In spite of the fact that Drake was scared and uncomfortably naked, he lay down and closed his eyes.



Waking up from the drug was like swimming up from the bottom of a very deep pool. His hospital room came slowly into focus. Drake rubbed his eyes. The good nurse was there. Gerald, that was his name, was friendly and would talk to Drake about video games.

“Hungry, buddy?”

Drake’s senses were coming back online. His stomach was empty enough it hurt. “Is it breakfast or dinner time?”

“Foodwise, it’s whatever time you want it to be,” Gerald said with a smile. “But timewise we’re talking late lunch. I can get you a sandwich or a burger with fries. Maybe some ice cream.”

“Oh, snap. A burger and fries would be killer.” Drake’s mind was now firmly focused on food and wasn’t turning loose until he was comfortably full.

Gerald gave him a high-five. “I’m on it. You may have a visitor before I get back, or so they tell me.”

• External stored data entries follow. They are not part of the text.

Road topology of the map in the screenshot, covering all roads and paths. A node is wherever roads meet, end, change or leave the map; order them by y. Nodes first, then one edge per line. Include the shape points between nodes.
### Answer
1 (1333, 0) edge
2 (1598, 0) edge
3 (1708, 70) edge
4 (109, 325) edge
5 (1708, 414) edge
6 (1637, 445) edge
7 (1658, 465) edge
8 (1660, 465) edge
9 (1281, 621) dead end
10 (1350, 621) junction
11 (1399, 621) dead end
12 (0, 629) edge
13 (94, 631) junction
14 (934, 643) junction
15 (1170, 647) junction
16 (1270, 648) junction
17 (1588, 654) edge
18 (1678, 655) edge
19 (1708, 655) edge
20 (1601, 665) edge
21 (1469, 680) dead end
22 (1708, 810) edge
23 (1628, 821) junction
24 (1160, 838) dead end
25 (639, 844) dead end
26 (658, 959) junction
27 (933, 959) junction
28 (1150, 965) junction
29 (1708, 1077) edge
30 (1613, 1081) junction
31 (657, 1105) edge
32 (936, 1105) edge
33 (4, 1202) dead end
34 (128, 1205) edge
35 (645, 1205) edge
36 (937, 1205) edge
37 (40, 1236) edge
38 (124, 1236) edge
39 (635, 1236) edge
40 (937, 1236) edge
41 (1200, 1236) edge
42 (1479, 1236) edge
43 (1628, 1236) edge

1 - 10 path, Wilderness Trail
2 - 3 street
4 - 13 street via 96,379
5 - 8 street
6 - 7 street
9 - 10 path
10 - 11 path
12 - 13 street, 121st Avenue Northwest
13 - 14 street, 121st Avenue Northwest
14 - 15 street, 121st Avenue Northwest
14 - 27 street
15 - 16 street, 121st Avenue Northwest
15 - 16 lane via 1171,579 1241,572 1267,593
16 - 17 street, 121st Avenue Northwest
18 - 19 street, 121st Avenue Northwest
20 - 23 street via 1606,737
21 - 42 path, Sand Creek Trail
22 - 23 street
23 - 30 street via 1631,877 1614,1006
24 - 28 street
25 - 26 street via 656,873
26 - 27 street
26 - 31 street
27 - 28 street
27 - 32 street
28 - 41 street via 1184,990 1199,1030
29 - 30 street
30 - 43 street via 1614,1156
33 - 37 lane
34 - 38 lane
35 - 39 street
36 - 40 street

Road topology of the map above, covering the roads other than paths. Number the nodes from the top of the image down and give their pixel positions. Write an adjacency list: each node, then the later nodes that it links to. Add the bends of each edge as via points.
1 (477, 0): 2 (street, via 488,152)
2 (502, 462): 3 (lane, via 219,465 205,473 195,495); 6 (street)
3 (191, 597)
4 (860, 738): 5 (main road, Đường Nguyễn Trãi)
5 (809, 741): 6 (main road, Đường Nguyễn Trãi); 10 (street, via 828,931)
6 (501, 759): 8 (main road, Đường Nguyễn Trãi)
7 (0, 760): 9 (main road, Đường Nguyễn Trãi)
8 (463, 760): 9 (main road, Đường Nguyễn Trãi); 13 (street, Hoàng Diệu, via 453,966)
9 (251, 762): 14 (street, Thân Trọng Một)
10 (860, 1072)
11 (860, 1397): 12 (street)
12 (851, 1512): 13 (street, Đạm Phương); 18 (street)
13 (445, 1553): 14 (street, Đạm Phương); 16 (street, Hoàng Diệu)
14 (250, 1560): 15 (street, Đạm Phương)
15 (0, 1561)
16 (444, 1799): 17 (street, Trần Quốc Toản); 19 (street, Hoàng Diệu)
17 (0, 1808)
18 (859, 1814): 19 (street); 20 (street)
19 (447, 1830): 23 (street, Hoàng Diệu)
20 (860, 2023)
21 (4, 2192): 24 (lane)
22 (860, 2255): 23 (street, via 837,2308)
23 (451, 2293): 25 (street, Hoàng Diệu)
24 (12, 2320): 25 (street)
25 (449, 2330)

“Another doctor?” Drake asked.

Gerald laughed. “I expect so. There’s not much of anyone else around here.” He ducked out the door with a wave.

Drake was annoyed when the new doctor showed up before Gerald got back with his burger. Drake had been expecting a mad scientist type, mostly because this all seemed like a bad movie. Instead, the man was younger than Drake’s dad, maybe in his mid-thirties, had all his hair, and didn’t wear glasses. He did have a white coat and a clipboard, but that was standard issue for this place.

“Hello, Drake. I’m Dr. Fitzhugh.” He extended a hand. Drake shook it warily. “I understand you’ve been having bad dreams.”

“Yes. It’s because they give me this stuff to make me sleep.” He looked straight at the doctor. “Can you make them stop giving it to me?” Although Drake’s first idea was to find his parents and go home, he was also sick of being put to sleep.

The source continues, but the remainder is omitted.